Only 15 percent of people in the Finnish capital region want apartments built on Malmi Airport. This is the result of the opinion poll commissioned by the Friends of Malmi Airport and conducted by TNS Gallup. More than half of the people in Helsinki region want to keep Malmi Airport in aviation use. If the needs of housing production could be met in some other way, 67 percent of the respondents would favor aviation at Malmi also in the future. The poll was conducted between 23 June and 8 August 2014, and was answered by 1038 residents of Uusimaa province.

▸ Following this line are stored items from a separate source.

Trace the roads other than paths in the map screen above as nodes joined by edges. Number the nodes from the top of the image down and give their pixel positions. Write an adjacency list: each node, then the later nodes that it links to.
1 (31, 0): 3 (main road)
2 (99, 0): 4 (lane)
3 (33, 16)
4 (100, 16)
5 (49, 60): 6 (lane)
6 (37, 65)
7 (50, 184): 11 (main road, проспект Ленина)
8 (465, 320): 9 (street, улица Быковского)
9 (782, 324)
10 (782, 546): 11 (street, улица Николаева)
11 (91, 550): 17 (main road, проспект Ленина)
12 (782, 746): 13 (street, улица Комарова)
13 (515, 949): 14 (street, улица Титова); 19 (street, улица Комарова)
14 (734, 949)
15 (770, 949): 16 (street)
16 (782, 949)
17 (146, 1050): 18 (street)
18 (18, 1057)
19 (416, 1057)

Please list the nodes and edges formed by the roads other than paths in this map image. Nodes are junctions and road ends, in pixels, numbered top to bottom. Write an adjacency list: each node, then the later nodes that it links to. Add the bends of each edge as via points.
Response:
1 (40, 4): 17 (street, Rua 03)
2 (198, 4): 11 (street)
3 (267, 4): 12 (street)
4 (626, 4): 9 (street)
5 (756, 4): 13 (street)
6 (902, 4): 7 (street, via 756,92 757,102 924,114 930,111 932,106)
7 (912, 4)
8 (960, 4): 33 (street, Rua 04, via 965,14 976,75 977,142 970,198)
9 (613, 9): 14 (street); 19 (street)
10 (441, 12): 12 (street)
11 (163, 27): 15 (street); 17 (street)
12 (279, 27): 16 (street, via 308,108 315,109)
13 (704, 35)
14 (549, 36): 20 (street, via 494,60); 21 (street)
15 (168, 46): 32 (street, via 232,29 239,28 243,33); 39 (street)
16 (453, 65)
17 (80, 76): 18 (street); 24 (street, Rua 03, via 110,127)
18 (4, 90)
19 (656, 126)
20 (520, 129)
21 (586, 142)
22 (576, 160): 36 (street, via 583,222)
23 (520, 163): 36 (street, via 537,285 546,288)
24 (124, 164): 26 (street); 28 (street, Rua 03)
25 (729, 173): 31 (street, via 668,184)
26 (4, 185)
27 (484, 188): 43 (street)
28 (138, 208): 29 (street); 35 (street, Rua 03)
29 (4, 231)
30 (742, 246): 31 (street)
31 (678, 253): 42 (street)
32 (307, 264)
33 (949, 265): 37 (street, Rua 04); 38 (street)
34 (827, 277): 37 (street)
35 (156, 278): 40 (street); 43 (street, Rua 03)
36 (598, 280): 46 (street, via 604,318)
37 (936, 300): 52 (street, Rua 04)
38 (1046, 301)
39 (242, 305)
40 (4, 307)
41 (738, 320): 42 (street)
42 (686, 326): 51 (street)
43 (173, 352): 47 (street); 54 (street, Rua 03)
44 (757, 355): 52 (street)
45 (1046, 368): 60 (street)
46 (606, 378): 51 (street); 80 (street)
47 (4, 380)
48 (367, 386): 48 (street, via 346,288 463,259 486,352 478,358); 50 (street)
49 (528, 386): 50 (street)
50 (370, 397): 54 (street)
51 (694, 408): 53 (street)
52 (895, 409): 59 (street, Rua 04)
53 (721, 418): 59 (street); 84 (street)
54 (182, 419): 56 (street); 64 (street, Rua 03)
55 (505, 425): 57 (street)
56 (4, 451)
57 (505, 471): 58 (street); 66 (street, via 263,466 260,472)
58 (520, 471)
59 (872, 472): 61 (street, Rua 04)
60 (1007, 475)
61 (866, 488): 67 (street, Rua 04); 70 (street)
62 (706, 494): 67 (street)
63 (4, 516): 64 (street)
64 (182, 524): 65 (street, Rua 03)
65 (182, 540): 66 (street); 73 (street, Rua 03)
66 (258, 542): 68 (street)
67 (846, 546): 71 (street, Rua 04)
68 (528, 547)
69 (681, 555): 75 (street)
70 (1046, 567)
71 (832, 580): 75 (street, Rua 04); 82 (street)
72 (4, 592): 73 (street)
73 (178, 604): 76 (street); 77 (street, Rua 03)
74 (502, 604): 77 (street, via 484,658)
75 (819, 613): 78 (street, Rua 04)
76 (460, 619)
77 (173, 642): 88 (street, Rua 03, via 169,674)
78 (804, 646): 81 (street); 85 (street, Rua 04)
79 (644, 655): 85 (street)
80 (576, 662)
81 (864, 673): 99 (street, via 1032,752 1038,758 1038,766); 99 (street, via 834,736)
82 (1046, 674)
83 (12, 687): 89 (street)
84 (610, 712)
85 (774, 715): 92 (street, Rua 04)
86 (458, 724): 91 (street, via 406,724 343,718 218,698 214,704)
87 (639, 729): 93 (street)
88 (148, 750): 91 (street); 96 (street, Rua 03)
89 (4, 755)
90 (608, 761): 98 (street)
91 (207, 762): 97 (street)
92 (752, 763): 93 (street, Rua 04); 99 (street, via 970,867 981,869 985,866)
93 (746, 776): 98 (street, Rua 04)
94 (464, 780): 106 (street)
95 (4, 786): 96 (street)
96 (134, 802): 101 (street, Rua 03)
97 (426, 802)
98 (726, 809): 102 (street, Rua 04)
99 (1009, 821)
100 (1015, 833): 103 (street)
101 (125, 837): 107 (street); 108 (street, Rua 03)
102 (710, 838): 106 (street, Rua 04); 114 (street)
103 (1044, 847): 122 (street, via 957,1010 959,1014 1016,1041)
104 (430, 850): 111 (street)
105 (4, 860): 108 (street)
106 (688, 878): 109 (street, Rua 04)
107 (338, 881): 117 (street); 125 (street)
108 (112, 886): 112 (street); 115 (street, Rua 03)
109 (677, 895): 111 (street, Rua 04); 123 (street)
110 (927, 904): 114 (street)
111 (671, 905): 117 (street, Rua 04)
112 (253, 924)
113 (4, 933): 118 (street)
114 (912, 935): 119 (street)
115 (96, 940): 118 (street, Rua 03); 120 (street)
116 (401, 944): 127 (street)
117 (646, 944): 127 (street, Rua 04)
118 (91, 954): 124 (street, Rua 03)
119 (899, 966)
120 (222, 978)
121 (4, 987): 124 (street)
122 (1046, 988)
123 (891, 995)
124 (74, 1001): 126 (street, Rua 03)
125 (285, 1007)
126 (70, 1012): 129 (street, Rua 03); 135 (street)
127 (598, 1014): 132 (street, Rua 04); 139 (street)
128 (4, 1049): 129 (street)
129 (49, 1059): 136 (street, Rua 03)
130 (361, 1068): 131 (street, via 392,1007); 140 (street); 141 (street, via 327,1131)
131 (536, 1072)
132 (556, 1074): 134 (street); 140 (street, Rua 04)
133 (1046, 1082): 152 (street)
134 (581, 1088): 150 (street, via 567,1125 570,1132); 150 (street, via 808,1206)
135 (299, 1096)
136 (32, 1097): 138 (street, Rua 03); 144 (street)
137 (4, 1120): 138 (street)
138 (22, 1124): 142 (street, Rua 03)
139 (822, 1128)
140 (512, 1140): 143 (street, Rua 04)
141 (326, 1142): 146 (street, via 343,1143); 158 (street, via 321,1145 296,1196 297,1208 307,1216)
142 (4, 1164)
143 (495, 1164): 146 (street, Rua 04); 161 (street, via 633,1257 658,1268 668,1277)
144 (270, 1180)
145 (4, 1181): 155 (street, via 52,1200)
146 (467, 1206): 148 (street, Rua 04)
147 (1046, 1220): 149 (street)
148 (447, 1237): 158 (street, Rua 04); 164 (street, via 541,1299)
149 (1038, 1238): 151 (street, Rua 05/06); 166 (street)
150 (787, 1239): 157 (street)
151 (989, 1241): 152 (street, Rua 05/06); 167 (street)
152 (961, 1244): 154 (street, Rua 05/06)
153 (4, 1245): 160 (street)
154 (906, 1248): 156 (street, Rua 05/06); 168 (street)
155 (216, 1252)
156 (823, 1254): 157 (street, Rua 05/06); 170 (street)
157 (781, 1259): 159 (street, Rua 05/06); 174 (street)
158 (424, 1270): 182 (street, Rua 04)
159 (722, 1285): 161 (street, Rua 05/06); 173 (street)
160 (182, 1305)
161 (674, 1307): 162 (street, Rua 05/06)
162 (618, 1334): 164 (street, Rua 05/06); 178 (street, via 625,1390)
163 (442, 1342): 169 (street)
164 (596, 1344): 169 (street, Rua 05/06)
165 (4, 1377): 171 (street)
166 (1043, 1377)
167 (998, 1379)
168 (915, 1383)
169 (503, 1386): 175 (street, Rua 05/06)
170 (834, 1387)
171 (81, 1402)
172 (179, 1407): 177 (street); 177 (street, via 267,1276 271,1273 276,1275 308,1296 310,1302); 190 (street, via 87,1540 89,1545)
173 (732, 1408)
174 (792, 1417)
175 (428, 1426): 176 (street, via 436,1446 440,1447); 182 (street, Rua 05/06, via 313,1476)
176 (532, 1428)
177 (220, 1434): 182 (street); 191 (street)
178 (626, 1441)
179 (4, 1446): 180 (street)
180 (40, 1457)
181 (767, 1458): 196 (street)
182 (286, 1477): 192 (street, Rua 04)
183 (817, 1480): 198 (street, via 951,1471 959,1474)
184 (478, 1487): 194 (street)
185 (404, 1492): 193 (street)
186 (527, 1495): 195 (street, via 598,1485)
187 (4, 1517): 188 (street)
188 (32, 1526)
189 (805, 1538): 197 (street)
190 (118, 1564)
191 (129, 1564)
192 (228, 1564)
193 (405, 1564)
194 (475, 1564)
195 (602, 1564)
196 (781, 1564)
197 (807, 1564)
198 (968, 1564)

– The Finnish government is actively pursuing converting the airport into a residential area. We commissioned this poll in order to prove the opposite opinion of the people. The poll reveals what we knew it would: the majority of residents in Helsinki region want aviation at Malmi to continue, says the chairman of Friends of Malmi Airport, Mr. Timo Hyvönen.

– There is both planned and unplanned building land reserve in Helsinki covering an area many times larger than Malmi Airport, so there is no shortage of space. It seems that the decision-makers have acted on erroneous information, Mr. Hyvönen adds.

Malmi is a venue for events and a valuable cultural environment

Helsinki-Malmi is the second busiest airport in Finland. 80 percent of the activity is training mostly aimed at professional pilots. The airport is also a base of the Finnish Border Guard’s Air Patrol Squadron and a versatile center of general aviation. In mid-August, the Finland International Airshow at Malmi lured in more than 51.000 paying specators.

– Malmi Airport is a meeting place where aviation hobbyists, pilot trainees and citizens gather from well beyond the capital region. Another indication of the airport’s popularity are the 64.000 signatures in the Petition to Save Helsinki-Malmi Airport, Mr. Hyvönen says.

In 2009, Malmi Airport as a whole was catalogued by the Finnish Board of Antiquities as a built cultural environment of national significance. In addition, the airport has twice been chosen on the List of 100 Most Endangered Sites by World Monuments Fund (2004 and 2006).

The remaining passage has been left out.